[GIVEN INFORMATION Boundary: Start]
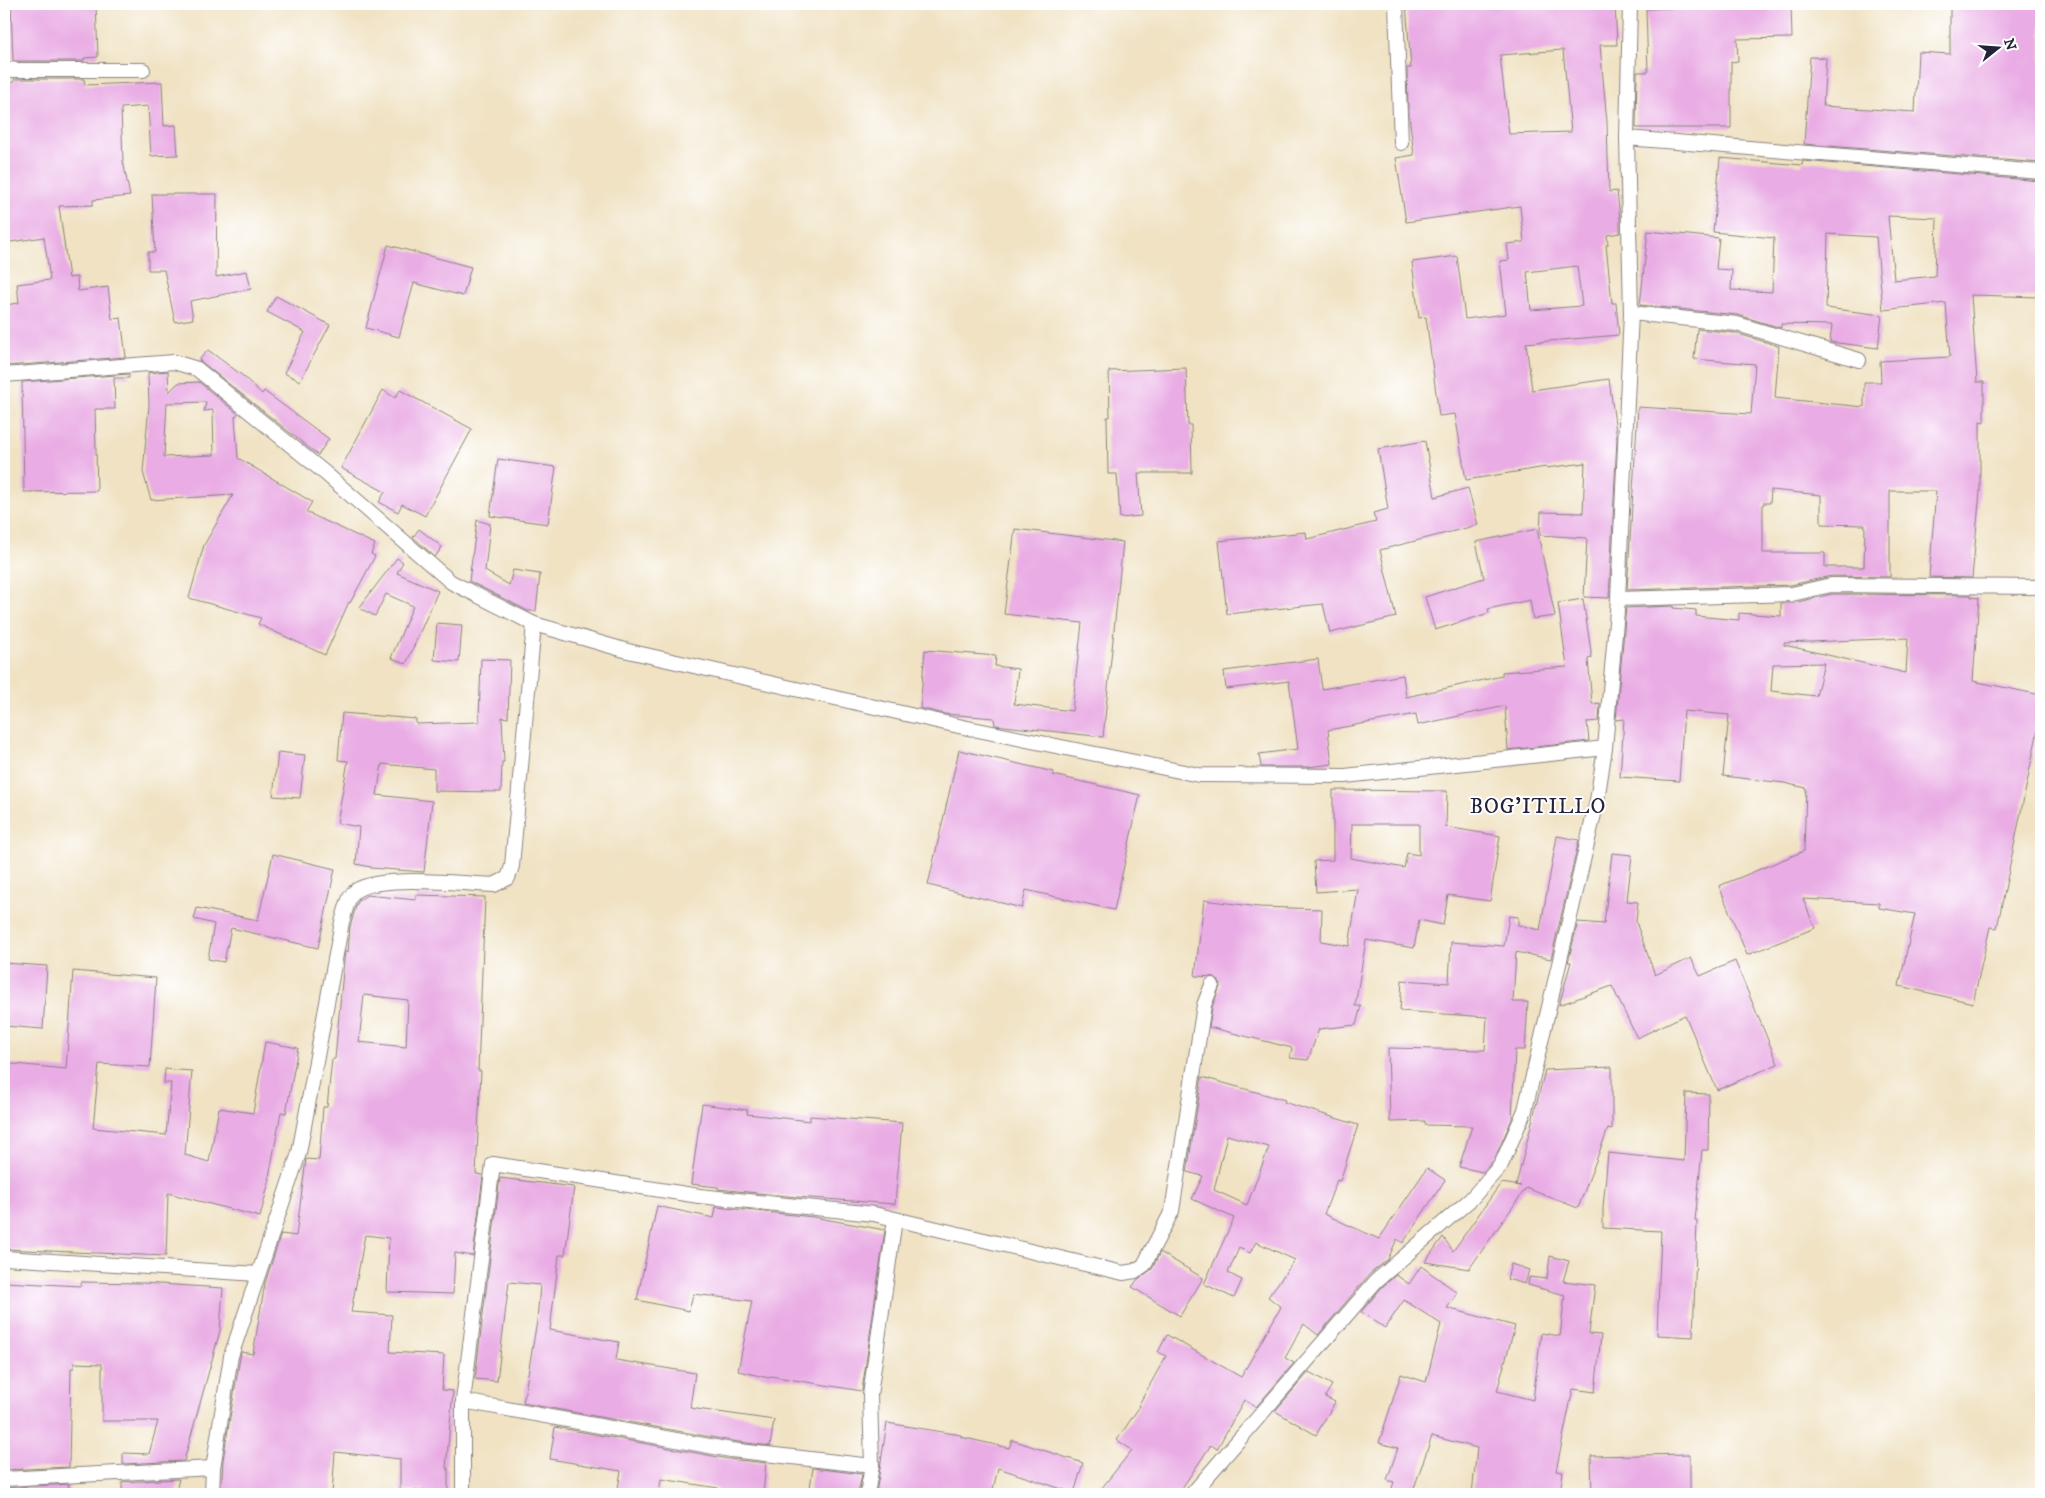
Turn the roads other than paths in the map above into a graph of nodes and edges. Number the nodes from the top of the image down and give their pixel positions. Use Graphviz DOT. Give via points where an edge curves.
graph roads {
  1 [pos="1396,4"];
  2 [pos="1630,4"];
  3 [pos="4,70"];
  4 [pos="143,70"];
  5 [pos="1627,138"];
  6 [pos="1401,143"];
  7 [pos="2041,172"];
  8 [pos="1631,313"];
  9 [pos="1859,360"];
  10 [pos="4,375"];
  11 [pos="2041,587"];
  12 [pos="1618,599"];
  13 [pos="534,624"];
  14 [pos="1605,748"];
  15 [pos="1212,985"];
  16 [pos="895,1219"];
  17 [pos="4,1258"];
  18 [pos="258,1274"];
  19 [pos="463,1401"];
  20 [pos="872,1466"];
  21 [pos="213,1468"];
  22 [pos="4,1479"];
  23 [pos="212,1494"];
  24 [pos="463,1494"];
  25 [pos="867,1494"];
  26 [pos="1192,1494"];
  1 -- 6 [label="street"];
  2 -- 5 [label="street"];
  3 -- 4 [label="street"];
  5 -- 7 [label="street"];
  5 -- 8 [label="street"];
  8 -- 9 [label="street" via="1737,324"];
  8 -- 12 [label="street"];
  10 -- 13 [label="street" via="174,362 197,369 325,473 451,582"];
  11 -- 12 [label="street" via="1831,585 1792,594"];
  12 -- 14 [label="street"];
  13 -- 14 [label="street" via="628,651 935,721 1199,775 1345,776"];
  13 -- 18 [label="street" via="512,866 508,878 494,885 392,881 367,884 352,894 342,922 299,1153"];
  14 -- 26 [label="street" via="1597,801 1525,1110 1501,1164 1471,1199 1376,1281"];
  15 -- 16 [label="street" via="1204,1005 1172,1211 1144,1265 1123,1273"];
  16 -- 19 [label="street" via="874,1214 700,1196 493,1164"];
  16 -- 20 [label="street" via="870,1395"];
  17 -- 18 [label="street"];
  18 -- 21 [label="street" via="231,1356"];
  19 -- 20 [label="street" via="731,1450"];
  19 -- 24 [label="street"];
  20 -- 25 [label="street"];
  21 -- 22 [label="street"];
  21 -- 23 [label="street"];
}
[GIVEN INFORMATION Boundary: End]
_TASK_.
What comes back should match the records exactly, minus any pictures.

_TASK SOLUTION_.
Turn the roads other than paths in the map above into a graph of nodes and edges. Number the nodes from the top of the image down and give their pixel positions. Use Graphviz DOT. Give via points where an edge curves.
graph roads {
  1 [pos="1396,4"];
  2 [pos="1630,4"];
  3 [pos="4,70"];
  4 [pos="143,70"];
  5 [pos="1627,138"];
  6 [pos="1401,143"];
  7 [pos="2041,172"];
  8 [pos="1631,313"];
  9 [pos="1859,360"];
  10 [pos="4,375"];
  11 [pos="2041,587"];
  12 [pos="1618,599"];
  13 [pos="534,624"];
  14 [pos="1605,748"];
  15 [pos="1212,985"];
  16 [pos="895,1219"];
  17 [pos="4,1258"];
  18 [pos="258,1274"];
  19 [pos="463,1401"];
  20 [pos="872,1466"];
  21 [pos="213,1468"];
  22 [pos="4,1479"];
  23 [pos="212,1494"];
  24 [pos="463,1494"];
  25 [pos="867,1494"];
  26 [pos="1192,1494"];
  1 -- 6 [label="street"];
  2 -- 5 [label="street"];
  3 -- 4 [label="street"];
  5 -- 7 [label="street"];
  5 -- 8 [label="street"];
  8 -- 9 [label="street" via="1737,324"];
  8 -- 12 [label="street"];
  10 -- 13 [label="street" via="174,362 197,369 325,473 451,582"];
  11 -- 12 [label="street" via="1831,585 1792,594"];
  12 -- 14 [label="street"];
  13 -- 14 [label="street" via="628,651 935,721 1199,775 1345,776"];
  13 -- 18 [label="street" via="512,866 508,878 494,885 392,881 367,884 352,894 342,922 299,1153"];
  14 -- 26 [label="street" via="1597,801 1525,1110 1501,1164 1471,1199 1376,1281"];
  15 -- 16 [label="street" via="1204,1005 1172,1211 1144,1265 1123,1273"];
  16 -- 19 [label="street" via="874,1214 700,1196 493,1164"];
  16 -- 20 [label="street" via="870,1395"];
  17 -- 18 [label="street"];
  18 -- 21 [label="street" via="231,1356"];
  19 -- 20 [label="street" via="731,1450"];
  19 -- 24 [label="street"];
  20 -- 25 [label="street"];
  21 -- 22 [label="street"];
  21 -- 23 [label="street"];
}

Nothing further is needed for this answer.